По этому поводу вспыхнула небольшая перепалка, в которой Арнольд одержал верх, но лишь по видимости. Когда в назначенный вечер он на час раньше пришел домой, у плиты трудился повар в белоснежном переднике, а в столовой официант во фраке хлопотал с сервировкою, расставляя приборы и бокалы, и уже успел сложить салфетки, которые в форме кроликов и курочек красовались на тарелках. Г-жа Мария сказала, что так надо, нельзя же, чтобы из-за неловкого ужина о семье пошли пересуды как о выскочках.
Гости явились минута в минуту, почти все разом, так что старший Заландер спокойно мог подойти последним, без долгого ожидания. Симпатичная наружность и добропорядочно-непринужденное поведение молодежи сразу же произвели на него приятное впечатление. А уж за столом он в глубине души дивился естественному хорошему тону, полному отсутствию в беседе дурной манеры снобских кругов с их тривиальными анекдотами и двусмысленностями. Чтобы лучше слышать, Мартин говорил мало и особенно остерегался коснуться политики, рассчитывая, что Арнольдовы друзья, а с ними и он сам тем свободнее затронут эту тему. И достаточно заботился о том, чтобы в бокалах были напитки, которые развязывают язык. Молодые люди лишь развеселились, в надлежащих границах, не нуждаясь в нарочитой осторожности. Разговор оживился, а поскольку участники были примерно одинаково образованны, сведущи и обладали живым умом, политические предметы всплывали не реже всех прочих; однако же не прозвучало ни единого реакционного слова, ни единого слова, даже косвенно намекающего на неуважение к народу, разве что изредка непринужденно-грубоватый эпитет по адресу того или иного низкого клеветника, который аккурат обретался в прессе или в советах; да и тогда, к примеру, говорили: «Чего вы хотите? Путь этого субъекта предопределен, он должен его пройти и не избежит расплаты!»

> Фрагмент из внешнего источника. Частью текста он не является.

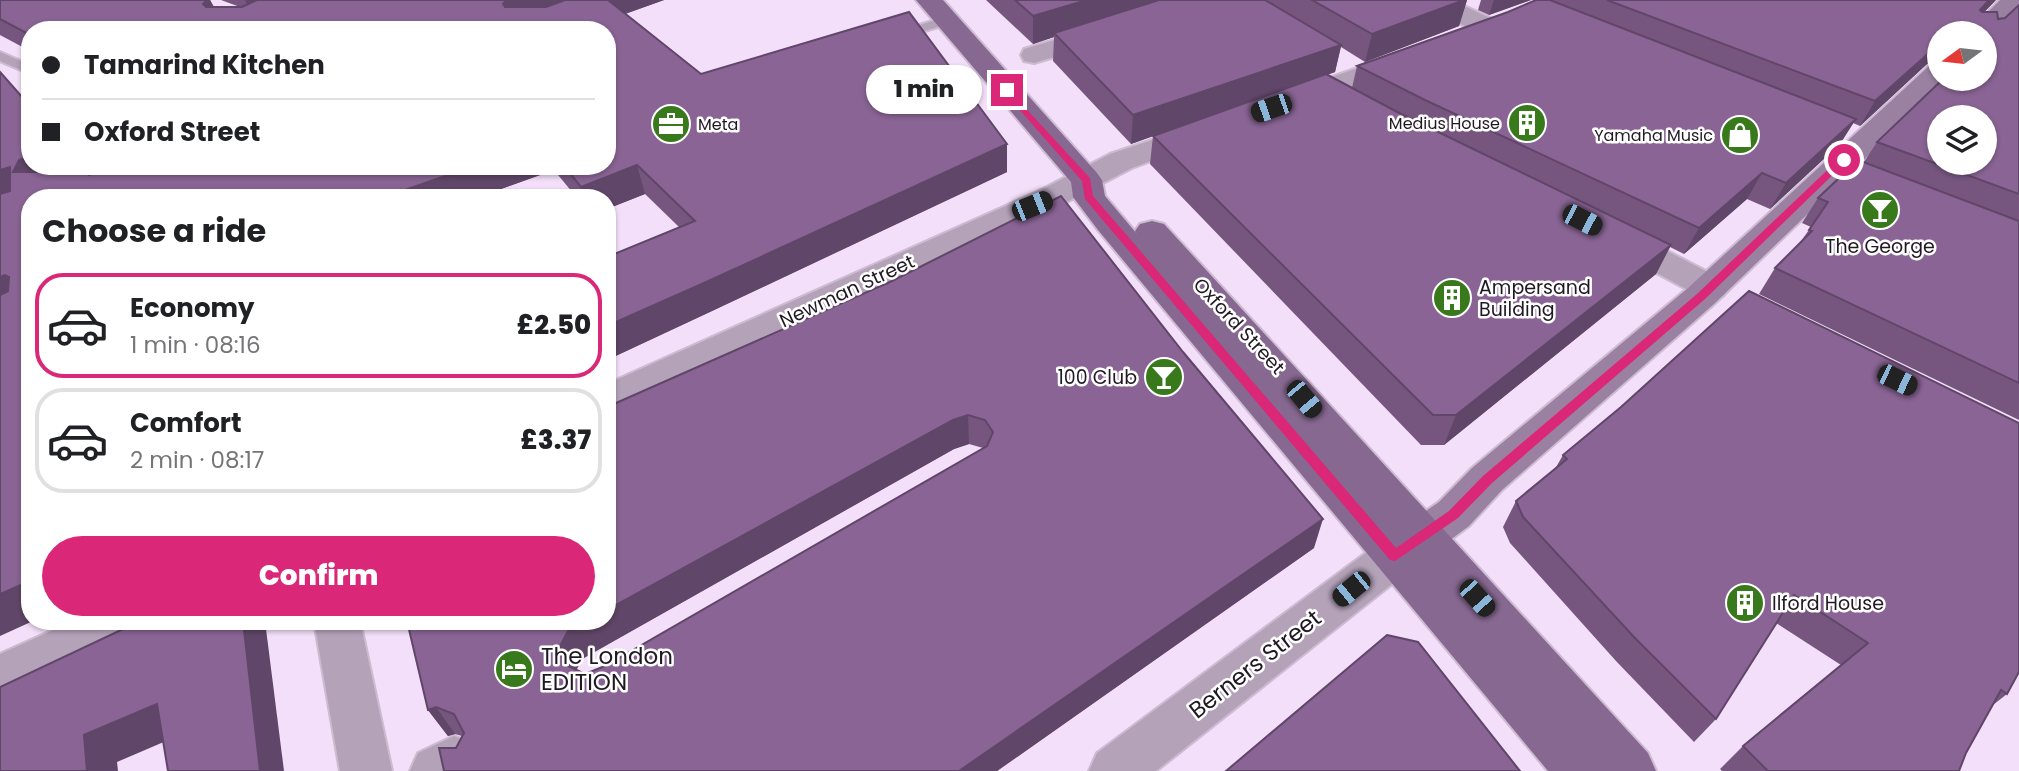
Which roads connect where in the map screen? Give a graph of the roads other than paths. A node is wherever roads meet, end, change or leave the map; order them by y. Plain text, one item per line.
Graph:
1 (929, 0) edge
2 (1431, 0) edge
3 (2015, 0) edge
4 (947, 20) junction
5 (1993, 21) edge
6 (1130, 24) edge
7 (884, 38) edge
8 (1034, 55) edge
9 (0, 57) edge
10 (1339, 59) edge
11 (21, 66) edge
12 (1363, 75) junction
13 (1927, 83) edge
14 (1271, 108) edge
15 (1232, 121) edge
16 (1836, 130) edge
17 (1865, 141) junction
18 (1086, 180) junction
19 (1594, 226) edge
20 (1726, 295) junction
21 (616, 396) edge
22 (1408, 546) junction
23 (102, 630) edge
24 (339, 630) edge
25 (0, 677) edge
26 (366, 771) edge
27 (1115, 771) edge
28 (1581, 771) edge
29 (1630, 771) edge

1 - 4 main road, Oxford Street
2 - 12 street
3 - 5 street
4 - 7 lane
4 - 18 main road, Oxford Street
6 - 8 street
9 - 11 lane
10 - 12 street
12 - 14 street
13 - 17 street
15 - 18 street, Newman Street
16 - 17 street
17 - 20 street
18 - 21 street, Newman Street
18 - 22 main road, Oxford Street
19 - 20 street
20 - 22 street
22 - 27 street, Berners Street
22 - 28 main road, Oxford Street
22 - 29 main road, Oxford Street
23 - 25 street
24 - 26 street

Пока Мартин дивился многоопытному тону, который как будто был привычен этим молодым людям, упомянутый предмет уже исчезал из разговора. Они, думал Мартин, неспособны задержаться на чем-то одном, все же нет у них, как видно, политической жилки! Но прежде чем он успевал точнее сформулировать сие подозрение, беседа продолжала двигаться по широким свободным орбитам; ни один не изображал из себя ментора или пророка, и фразы стали еще менее громкими; сторонний наблюдатель видел только, что мир для этих молодых мужчин по-прежнему открыт, а не упрятан в табачный кисет. Мартину стоило некоторого усилия следить за новыми и новейшими инициативами на стезе всеобщего образования, ведь кое в чем он изрядно поотстал и не раз поневоле просил разъяснений, каковые ему давали без снисходительности и без всякого бахвальства, столь же естественно, как сообщают, что за погода на улице. И во всем сквозила неиспорченная честность, от которой он воспрянул духом.
«Слава Богу! — думал он. — Не зря мы потратили деньги! Все это ведь тоже плоды воспитания!»
Но не стал уточнять чьего — семьи или государства.
Вскоре ему передалось веселое настроение застольной компании; он по-рыцарски полагал отплатить за свое явное удовольствие тем, что уже в десять часов покинет Арнольдову компанию, по-стариковски удалится к себе. Однако ж лишь в половине одиннадцатого ему удалось уйти и заглянуть к женщинам, которые покамест не ложились.